Der Dorfstreit ist nicht neu und hatte schon vor ein paar Jahren für Schweinenationales Medieninteresse gesorgt. Seit 2007 hatte die Familie Blumenthal im Sommer jeweils den Rinderstall zur Schweinemast genutzt. Der Gestank sorgte schon damals für Ärger bei den Bewohnern. "Es stank wie zum Teufel", hiess es damals in mehreren Zeitungen.

Nachbarn reklamierten bei der Gemeinde. Zudem war die Schweinehaltung nicht erlaubt. Gemäss Gesetz hätte Renzos Vater - damals gehörte der Hof noch ihm - für die Umnutzung eine Bewilligung einholen müssen.

Vor kurzem hat Renzo nun bei den Behörden ein Nutzungsänderungsgesuch für den Stall eingereicht. Laut der "Südostschweiz" wollen nun 17 Einwohner von Vella Einsprache gegen das Bauvorhaben erheben.

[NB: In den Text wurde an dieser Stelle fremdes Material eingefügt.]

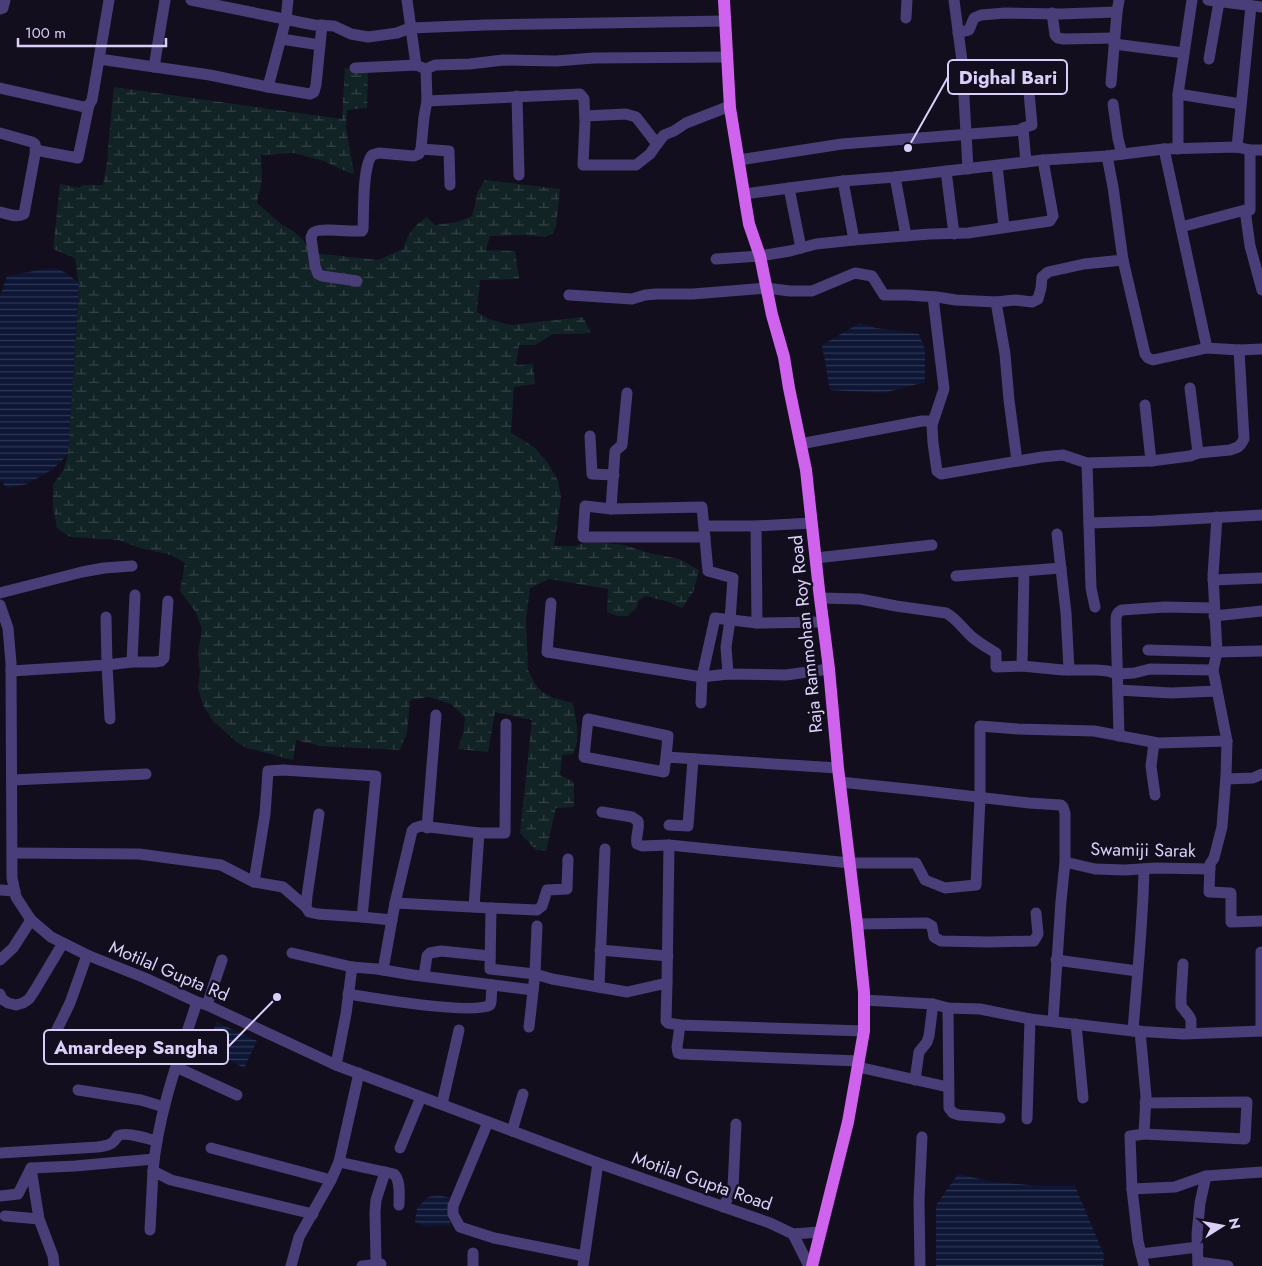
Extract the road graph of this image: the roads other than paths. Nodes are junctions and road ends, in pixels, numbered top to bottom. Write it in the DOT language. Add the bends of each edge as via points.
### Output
graph roads {
  1 [pos="5,0"];
  2 [pos="109,0"];
  3 [pos="165,0"];
  4 [pos="191,0"];
  5 [pos="288,0"];
  6 [pos="407,0"];
  7 [pos="724,0"];
  8 [pos="907,0"];
  9 [pos="954,0"];
  10 [pos="1119,0"];
  11 [pos="1192,0"];
  12 [pos="1214,1"];
  13 [pos="1256,6"];
  14 [pos="0,9"];
  15 [pos="1117,12"];
  16 [pos="1052,13"];
  17 [pos="286,18"];
  18 [pos="906,18"];
  19 [pos="725,21"];
  20 [pos="322,25"];
  21 [pos="410,28"];
  22 [pos="958,33"];
  23 [pos="281,39"];
  24 [pos="1114,41"];
  25 [pos="320,45"];
  26 [pos="1184,53"];
  27 [pos="727,57"];
  28 [pos="99,60"];
  29 [pos="1209,60"];
  30 [pos="154,67"];
  31 [pos="421,67"];
  32 [pos="355,68"];
  33 [pos="1027,71"];
  34 [pos="1111,82"];
  35 [pos="268,87"];
  36 [pos="0,88"];
  37 [pos="1178,94"];
  38 [pos="517,96"];
  39 [pos="427,100"];
  40 [pos="89,104"];
  41 [pos="1113,104"];
  42 [pos="1241,104"];
  43 [pos="730,106"];
  44 [pos="585,116"];
  45 [pos="1023,130"];
  46 [pos="0,133"];
  47 [pos="966,134"];
  48 [pos="657,144"];
  49 [pos="1237,147"];
  50 [pos="421,149"];
  51 [pos="1164,149"];
  52 [pos="1178,149"];
  53 [pos="35,150"];
  54 [pos="1256,150"];
  55 [pos="1122,154"];
  56 [pos="1107,156"];
  57 [pos="739,160"];
  58 [pos="1044,160"];
  59 [pos="1026,162"];
  60 [pos="997,166"];
  61 [pos="968,169"];
  62 [pos="946,171"];
  63 [pos="519,175"];
  64 [pos="895,177"];
  65 [pos="843,181"];
  66 [pos="450,185"];
  67 [pos="789,188"];
  68 [pos="744,194"];
  69 [pos="1252,210"];
  70 [pos="0,212"];
  71 [pos="1004,227"];
  72 [pos="1181,227"];
  73 [pos="954,234"];
  74 [pos="906,236"];
  75 [pos="854,240"];
  76 [pos="801,248"];
  77 [pos="760,256"];
  78 [pos="716,259"];
  79 [pos="1123,260"];
  80 [pos="1260,270"];
  81 [pos="357,280"];
  82 [pos="766,288"];
  83 [pos="1262,290"];
  84 [pos="569,295"];
  85 [pos="933,297"];
  86 [pos="996,302"];
  87 [pos="1208,348"];
  88 [pos="1262,348"];
  89 [pos="1240,350"];
  90 [pos="1190,388"];
  91 [pos="627,393"];
  92 [pos="1145,405"];
  93 [pos="932,425"];
  94 [pos="590,436"];
  95 [pos="800,444"];
  96 [pos="1198,453"];
  97 [pos="1017,461"];
  98 [pos="1151,461"];
  99 [pos="1088,463"];
  100 [pos="614,475"];
  101 [pos="612,509"];
  102 [pos="1262,515"];
  103 [pos="1217,517"];
  104 [pos="812,523"];
  105 [pos="1089,523"];
  106 [pos="756,526"];
  107 [pos="704,532"];
  108 [pos="1057,534"];
  109 [pos="932,545"];
  110 [pos="816,558"];
  111 [pos="132,566"];
  112 [pos="1061,568"];
  113 [pos="1024,571"];
  114 [pos="956,576"];
  115 [pos="1262,578"];
  116 [pos="1213,580"];
  117 [pos="0,593"];
  118 [pos="135,594"];
  119 [pos="820,598"];
  120 [pos="168,601"];
  121 [pos="551,603"];
  122 [pos="0,605"];
  123 [pos="1095,607"];
  124 [pos="1214,612"];
  125 [pos="1262,612"];
  126 [pos="106,618"];
  127 [pos="730,620"];
  128 [pos="823,622"];
  129 [pos="757,623"];
  130 [pos="4,630"];
  131 [pos="1148,650"];
  132 [pos="1262,651"];
  133 [pos="1217,652"];
  134 [pos="132,662"];
  135 [pos="107,665"];
  136 [pos="1022,666"];
  137 [pos="829,669"];
  138 [pos="1069,670"];
  139 [pos="1213,670"];
  140 [pos="11,671"];
  141 [pos="728,674"];
  142 [pos="1117,674"];
  143 [pos="702,677"];
  144 [pos="1118,690"];
  145 [pos="1217,691"];
  146 [pos="701,703"];
  147 [pos="436,715"];
  148 [pos="110,719"];
  149 [pos="506,724"];
  150 [pos="1119,736"];
  151 [pos="1227,741"];
  152 [pos="1154,743"];
  153 [pos="666,757"];
  154 [pos="693,759"];
  155 [pos="838,768"];
  156 [pos="146,774"];
  157 [pos="1262,774"];
  158 [pos="1226,779"];
  159 [pos="12,780"];
  160 [pos="840,782"];
  161 [pos="1155,795"];
  162 [pos="980,798"];
  163 [pos="602,812"];
  164 [pos="319,814"];
  165 [pos="669,825"];
  166 [pos="427,828"];
  167 [pos="480,833"];
  168 [pos="669,846"];
  169 [pos="605,849"];
  170 [pos="12,853"];
  171 [pos="568,859"];
  172 [pos="850,862"];
  173 [pos="1065,862"];
  174 [pos="1144,868"];
  175 [pos="1210,869"];
  176 [pos="254,882"];
  177 [pos="0,890"];
  178 [pos="15,892"];
  179 [pos="395,903"];
  180 [pos="306,907"];
  181 [pos="474,907"];
  182 [pos="491,908"];
  183 [pos="1036,913"];
  184 [pos="362,917"];
  185 [pos="31,920"];
  186 [pos="392,920"];
  187 [pos="1262,921"];
  188 [pos="857,924"];
  189 [pos="537,926"];
  190 [pos="63,943"];
  191 [pos="600,950"];
  192 [pos="1261,952"];
  193 [pos="292,953"];
  194 [pos="86,955"];
  195 [pos="490,956"];
  196 [pos="668,956"];
  197 [pos="0,960"];
  198 [pos="222,960"];
  199 [pos="1056,960"];
  200 [pos="1183,964"];
  201 [pos="352,967"];
  202 [pos="383,970"];
  203 [pos="1137,971"];
  204 [pos="535,974"];
  205 [pos="424,976"];
  206 [pos="667,983"];
  207 [pos="492,985"];
  208 [pos="599,987"];
  209 [pos="533,990"];
  210 [pos="0,994"];
  211 [pos="348,994"];
  212 [pos="864,1000"];
  213 [pos="202,1003"];
  214 [pos="933,1004"];
  215 [pos="948,1008"];
  216 [pos="1030,1019"];
  217 [pos="1053,1021"];
  218 [pos="1076,1024"];
  219 [pos="680,1025"];
  220 [pos="528,1027"];
  221 [pos="459,1030"];
  222 [pos="1137,1031"];
  223 [pos="1262,1031"];
  224 [pos="864,1032"];
  225 [pos="1191,1033"];
  226 [pos="49,1046"];
  227 [pos="858,1064"];
  228 [pos="336,1065"];
  229 [pos="176,1067"];
  230 [pos="359,1073"];
  231 [pos="916,1080"];
  232 [pos="948,1087"];
  233 [pos="78,1090"];
  234 [pos="523,1094"];
  235 [pos="236,1095"];
  236 [pos="421,1096"];
  237 [pos="1083,1098"];
  238 [pos="1145,1103"];
  239 [pos="442,1104"];
  240 [pos="164,1107"];
  241 [pos="1000,1118"];
  242 [pos="1028,1119"];
  243 [pos="488,1122"];
  244 [pos="736,1124"];
  245 [pos="512,1131"];
  246 [pos="1144,1134"];
  247 [pos="922,1138"];
  248 [pos="157,1141"];
  249 [pos="211,1148"];
  250 [pos="400,1148"];
  251 [pos="0,1153"];
  252 [pos="154,1159"];
  253 [pos="339,1162"];
  254 [pos="598,1163"];
  255 [pos="31,1168"];
  256 [pos="153,1171"];
  257 [pos="385,1172"];
  258 [pos="1262,1172"];
  259 [pos="1206,1176"];
  260 [pos="331,1180"];
  261 [pos="1132,1189"];
  262 [pos="0,1196"];
  263 [pos="399,1205"];
  264 [pos="723,1207"];
  265 [pos="313,1214"];
  266 [pos="5,1216"];
  267 [pos="39,1219"];
  268 [pos="150,1230"];
  269 [pos="820,1232"];
  270 [pos="792,1234"];
  271 [pos="1198,1247"];
  272 [pos="473,1253"];
  273 [pos="1141,1254"];
  274 [pos="583,1261"];
  275 [pos="1198,1264"];
  276 [pos="54,1266"];
  277 [pos="291,1266"];
  278 [pos="362,1266"];
  279 [pos="472,1266"];
  280 [pos="810,1266"];
  281 [pos="920,1266"];
  282 [pos="1144,1266"];
  283 [pos="1228,1266"];
  1 -- 14 [label="street"];
  2 -- 28 [label="street"];
  3 -- 30 [label="street"];
  4 -- 17 [label="street"];
  5 -- 17 [label="street"];
  6 -- 21 [label="street"];
  7 -- 19 [label="main road, Raja Rammohan Roy Road"];
  8 -- 18 [label="street"];
  9 -- 22 [label="street"];
  10 -- 15 [label="street"];
  11 -- 26 [label="street"];
  12 -- 13 [label="street"];
  12 -- 29 [label="street"];
  13 -- 42 [label="street"];
  15 -- 16 [label="street"];
  15 -- 24 [label="street"];
  16 -- 22 [label="street" via="978,15 968,30"];
  16 -- 24 [label="street" via="1058,38"];
  17 -- 20 [label="street"];
  17 -- 23 [label="street"];
  19 -- 21 [label="street"];
  19 -- 27 [label="main road, Raja Rammohan Roy Road"];
  20 -- 21 [label="street" via="368,37"];
  20 -- 25 [label="street"];
  21 -- 31 [label="street"];
  22 -- 47 [label="street"];
  23 -- 25 [label="street"];
  23 -- 35 [label="street"];
  24 -- 26 [label="street"];
  24 -- 34 [label="street"];
  25 -- 35 [label="street" via="314,92"];
  26 -- 37 [label="street"];
  27 -- 31 [label="street" via="503,60"];
  27 -- 43 [label="main road, Raja Rammohan Roy Road"];
  28 -- 30 [label="street"];
  28 -- 40 [label="street"];
  30 -- 35 [label="street"];
  31 -- 32 [label="street"];
  31 -- 39 [label="street"];
  33 -- 45 [label="street" via="1032,125"];
  36 -- 40 [label="street" via="84,107"];
  37 -- 42 [label="street"];
  37 -- 52 [label="street"];
  38 -- 39 [label="street"];
  38 -- 44 [label="street" via="580,94 584,99"];
  38 -- 63 [label="street"];
  39 -- 50 [label="street"];
  40 -- 53 [label="street" via="78,158"];
  41 -- 55 [label="street"];
  42 -- 49 [label="street"];
  43 -- 48 [label="street" via="686,123 664,135"];
  43 -- 57 [label="main road, Raja Rammohan Roy Road"];
  44 -- 48 [label="street" via="626,114 636,117"];
  44 -- 48 [label="street" via="583,165 636,165"];
  45 -- 47 [label="street"];
  45 -- 59 [label="street"];
  46 -- 53 [label="street" via="32,142"];
  47 -- 57 [label="street" via="842,144"];
  47 -- 61 [label="street"];
  49 -- 52 [label="street"];
  49 -- 54 [label="street"];
  50 -- 66 [label="street" via="449,151"];
  50 -- 81 [label="street" via="414,156 379,153 368,160 362,231 312,233 318,274"];
  51 -- 52 [label="street"];
  51 -- 55 [label="street"];
  51 -- 72 [label="street"];
  53 -- 70 [label="street" via="24,214 16,216"];
  54 -- 69 [label="street"];
  55 -- 56 [label="street"];
  56 -- 58 [label="street"];
  56 -- 79 [label="street"];
  57 -- 68 [label="main road, Raja Rammohan Roy Road"];
  58 -- 59 [label="street"];
  58 -- 71 [label="street" via="1052,219"];
  59 -- 60 [label="street"];
  60 -- 61 [label="street"];
  60 -- 71 [label="street"];
  61 -- 62 [label="street"];
  62 -- 64 [label="street"];
  62 -- 73 [label="street"];
  64 -- 65 [label="street"];
  64 -- 74 [label="street"];
  65 -- 67 [label="street"];
  65 -- 75 [label="street"];
  67 -- 68 [label="street"];
  67 -- 76 [label="street"];
  68 -- 77 [label="main road, Raja Rammohan Roy Road"];
  69 -- 72 [label="street"];
  69 -- 80 [label="street" via="1250,246"];
  71 -- 73 [label="street"];
  72 -- 87 [label="street"];
  73 -- 74 [label="street"];
  74 -- 75 [label="street"];
  75 -- 76 [label="street"];
  76 -- 77 [label="street"];
  77 -- 78 [label="street"];
  77 -- 82 [label="main road, Raja Rammohan Roy Road"];
  79 -- 86 [label="street" via="1048,272 1042,277 1038,299 1032,302"];
  79 -- 87 [label="street" via="1148,358 1153,360"];
  80 -- 83 [label="street"];
  82 -- 84 [label="street" via="656,294 632,299"];
  82 -- 85 [label="street" via="812,291 856,273 872,276 884,295"];
  82 -- 95 [label="main road, Raja Rammohan Roy Road" via="784,357"];
  85 -- 86 [label="street"];
  85 -- 93 [label="street" via="944,389"];
  86 -- 97 [label="street"];
  87 -- 89 [label="street"];
  88 -- 89 [label="street"];
  89 -- 96 [label="street" via="1244,439 1238,447 1230,450"];
  90 -- 96 [label="street"];
  91 -- 100 [label="street" via="622,445 615,451"];
  92 -- 98 [label="street"];
  93 -- 95 [label="street" via="930,421 922,421"];
  93 -- 97 [label="street" via="937,471 941,474"];
  94 -- 100 [label="street" via="592,474"];
  95 -- 104 [label="main road, Raja Rammohan Roy Road"];
  96 -- 98 [label="street"];
  97 -- 99 [label="street" via="1063,455"];
  98 -- 99 [label="street"];
  99 -- 105 [label="street"];
  100 -- 101 [label="street"];
  101 -- 107 [label="street" via="702,507"];
  101 -- 107 [label="street" via="585,506 584,537"];
  102 -- 103 [label="street"];
  103 -- 105 [label="street"];
  103 -- 116 [label="street"];
  104 -- 106 [label="street"];
  104 -- 110 [label="main road, Raja Rammohan Roy Road"];
  105 -- 123 [label="street" via="1091,588"];
  106 -- 107 [label="street"];
  106 -- 129 [label="street"];
  107 -- 127 [label="street" via="708,571 733,578"];
  108 -- 112 [label="street"];
  109 -- 110 [label="street"];
  110 -- 119 [label="main road, Raja Rammohan Roy Road"];
  111 -- 117 [label="street" via="82,572"];
  112 -- 113 [label="street"];
  112 -- 138 [label="street"];
  113 -- 114 [label="street"];
  113 -- 136 [label="street"];
  115 -- 116 [label="street"];
  116 -- 124 [label="street"];
  118 -- 134 [label="street"];
  119 -- 128 [label="main road, Raja Rammohan Roy Road"];
  119 -- 136 [label="street" via="860,599 946,613 996,653 996,666"];
  120 -- 134 [label="street" via="163,659 160,662"];
  121 -- 143 [label="street" via="547,652"];
  122 -- 130 [label="street, Motilal Gupta Rd"];
  124 -- 125 [label="street"];
  124 -- 133 [label="street"];
  124 -- 142 [label="street" via="1165,607 1122,610 1116,615"];
  126 -- 135 [label="street"];
  127 -- 129 [label="street"];
  127 -- 141 [label="street" via="726,648"];
  127 -- 143 [label="street" via="715,618"];
  128 -- 129 [label="street"];
  128 -- 137 [label="main road, Raja Rammohan Roy Road"];
  130 -- 140 [label="street, Motilal Gupta Rd"];
  131 -- 133 [label="street"];
  132 -- 133 [label="street"];
  133 -- 139 [label="street"];
  134 -- 135 [label="street"];
  135 -- 140 [label="street"];
  135 -- 148 [label="street"];
  136 -- 138 [label="street"];
  137 -- 141 [label="street" via="786,675"];
  137 -- 155 [label="main road, Raja Rammohan Roy Road"];
  138 -- 142 [label="street"];
  139 -- 142 [label="street" via="1150,669"];
  139 -- 145 [label="street"];
  140 -- 159 [label="street, Motilal Gupta Rd"];
  141 -- 143 [label="street"];
  142 -- 144 [label="street"];
  143 -- 146 [label="street"];
  144 -- 145 [label="street"];
  144 -- 150 [label="street"];
  145 -- 151 [label="street"];
  147 -- 166 [label="street"];
  149 -- 167 [label="street" via="505,833"];
  150 -- 152 [label="street"];
  150 -- 162 [label="street" via="1094,731 980,726"];
  151 -- 152 [label="street"];
  151 -- 158 [label="street"];
  152 -- 161 [label="street" via="1151,766"];
  153 -- 153 [label="street" via="668,736 588,719 584,757 664,772"];
  153 -- 154 [label="street"];
  154 -- 155 [label="street"];
  154 -- 165 [label="street" via="688,826"];
  155 -- 160 [label="main road, Raja Rammohan Roy Road"];
  156 -- 159 [label="street"];
  157 -- 158 [label="street" via="1253,778"];
  158 -- 175 [label="street" via="1222,827"];
  159 -- 170 [label="street, Motilal Gupta Rd"];
  160 -- 162 [label="street, Swamiji Sarak"];
  160 -- 172 [label="main road, Raja Rammohan Roy Road"];
  162 -- 172 [label="street" via="976,886 945,888 925,880 916,863"];
  162 -- 173 [label="street, Swamiji Sarak" via="1063,807"];
  163 -- 168 [label="street" via="638,821 637,844"];
  164 -- 180 [label="street"];
  166 -- 167 [label="street"];
  166 -- 179 [label="street" via="418,827 412,831"];
  167 -- 181 [label="street"];
  168 -- 172 [label="street"];
  168 -- 196 [label="street"];
  169 -- 191 [label="street"];
  170 -- 176 [label="street" via="139,854 221,866"];
  170 -- 178 [label="street, Motilal Gupta Rd"];
  171 -- 182 [label="street" via="567,889 547,890 542,906 537,910"];
  172 -- 188 [label="main road, Raja Rammohan Roy Road"];
  173 -- 174 [label="street, Swamiji Sarak" via="1095,869"];
  173 -- 199 [label="street"];
  174 -- 175 [label="street, Swamiji Sarak"];
  174 -- 203 [label="street"];
  175 -- 187 [label="street" via="1209,892 1231,893 1231,922"];
  176 -- 180 [label="street" via="283,887"];
  176 -- 184 [label="street" via="268,771 376,776"];
  177 -- 178 [label="street"];
  178 -- 185 [label="street, Motilal Gupta Rd"];
  179 -- 181 [label="street"];
  179 -- 186 [label="street"];
  180 -- 184 [label="street" via="309,912 318,914"];
  181 -- 182 [label="street"];
  182 -- 195 [label="street"];
  183 -- 188 [label="street" via="1038,934 1034,941 941,941 934,937 932,926 927,923"];
  184 -- 186 [label="street"];
  185 -- 190 [label="street, Motilal Gupta Rd"];
  185 -- 197 [label="street" via="13,948"];
  186 -- 202 [label="street"];
  188 -- 212 [label="main road, Raja Rammohan Roy Road"];
  189 -- 204 [label="street"];
  190 -- 194 [label="street, Motilal Gupta Rd"];
  190 -- 210 [label="street" via="29,999 16,1005 2,999"];
  191 -- 196 [label="street"];
  191 -- 208 [label="street"];
  192 -- 223 [label="street"];
  193 -- 201 [label="street"];
  194 -- 213 [label="street, Motilal Gupta Rd"];
  194 -- 226 [label="street" via="70,1003"];
  195 -- 204 [label="street" via="490,970"];
  195 -- 205 [label="street" via="430,953"];
  196 -- 206 [label="street"];
  198 -- 213 [label="street"];
  199 -- 203 [label="street"];
  199 -- 217 [label="street"];
  200 -- 225 [label="street" via="1181,1006 1190,1016"];
  201 -- 202 [label="street"];
  201 -- 211 [label="street"];
  202 -- 205 [label="street"];
  203 -- 222 [label="street"];
  204 -- 208 [label="street"];
  204 -- 209 [label="street"];
  205 -- 207 [label="street"];
  206 -- 208 [label="street" via="627,992"];
  206 -- 219 [label="street" via="666,1021"];
  207 -- 209 [label="street"];
  207 -- 211 [label="street" via="490,1005 481,1008 423,1005"];
  209 -- 220 [label="street"];
  211 -- 228 [label="street"];
  212 -- 214 [label="street"];
  212 -- 224 [label="main road, Raja Rammohan Roy Road"];
  213 -- 228 [label="street, Motilal Gupta Rd"];
  213 -- 229 [label="street"];
  214 -- 215 [label="street"];
  214 -- 231 [label="street" via="928,1042 919,1052"];
  215 -- 216 [label="street" via="980,1009"];
  215 -- 232 [label="street"];
  216 -- 217 [label="street"];
  216 -- 242 [label="street"];
  217 -- 218 [label="street"];
  218 -- 222 [label="street"];
  218 -- 237 [label="street"];
  219 -- 224 [label="street"];
  219 -- 227 [label="street" via="678,1053 681,1054"];
  221 -- 239 [label="street"];
  222 -- 225 [label="street"];
  222 -- 238 [label="street"];
  223 -- 225 [label="street"];
  224 -- 227 [label="main road, Raja Rammohan Roy Road"];
  227 -- 231 [label="street"];
  227 -- 269 [label="main road, Raja Rammohan Roy Road" via="848,1122"];
  228 -- 230 [label="street, Motilal Gupta Rd"];
  229 -- 235 [label="street"];
  229 -- 240 [label="street"];
  230 -- 236 [label="street, Motilal Gupta Rd"];
  230 -- 253 [label="street"];
  231 -- 232 [label="street"];
  232 -- 241 [label="street" via="949,1108 953,1113"];
  233 -- 240 [label="street"];
  234 -- 245 [label="street"];
  236 -- 239 [label="street, Motilal Gupta Rd"];
  236 -- 250 [label="street"];
  238 -- 246 [label="street"];
  238 -- 246 [label="street" via="1247,1102 1245,1139"];
  239 -- 243 [label="street, Motilal Gupta Rd"];
  240 -- 248 [label="street"];
  243 -- 245 [label="street, Motilal Gupta Rd"];
  243 -- 274 [label="street" via="453,1206 460,1227"];
  244 -- 264 [label="street" via="733,1188"];
  245 -- 254 [label="street, Motilal Gupta Rd"];
  246 -- 261 [label="street" via="1130,1136"];
  247 -- 281 [label="street"];
  248 -- 251 [label="street" via="122,1134 109,1145 98,1147"];
  248 -- 252 [label="street"];
  249 -- 260 [label="street"];
  252 -- 255 [label="street"];
  252 -- 256 [label="street"];
  253 -- 257 [label="street"];
  253 -- 260 [label="street"];
  254 -- 264 [label="street, Motilal Gupta Road"];
  254 -- 274 [label="street"];
  255 -- 262 [label="street" via="18,1194"];
  255 -- 267 [label="street"];
  256 -- 265 [label="street" via="171,1180"];
  256 -- 268 [label="street"];
  257 -- 263 [label="street" via="397,1176"];
  257 -- 278 [label="street" via="375,1212 378,1262"];
  258 -- 259 [label="street"];
  259 -- 261 [label="street" via="1175,1186"];
  259 -- 271 [label="street" via="1200,1202"];
  260 -- 265 [label="street"];
  261 -- 273 [label="street"];
  264 -- 270 [label="street, Motilal Gupta Road"];
  265 -- 277 [label="street" via="299,1237"];
  266 -- 267 [label="street"];
  267 -- 276 [label="street"];
  269 -- 270 [label="street"];
  269 -- 280 [label="main road, Raja Rammohan Roy Road"];
  270 -- 280 [label="street"];
  271 -- 273 [label="street"];
  271 -- 275 [label="street"];
  272 -- 279 [label="street"];
  273 -- 282 [label="street"];
  275 -- 283 [label="street"];
}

Laut "Südostschweiz" war der Bio-Bauer für eine Stellungnahme nicht erreichbar. Gemäss seinem Mediensprecher Marcel Rutz würde sich Renzo aber gerne mit den Nachbarn an einen Tisch setzen, um den Streit beilegen zu können. "Denn hauptsächlich will er gute Würste machen und nicht streiten."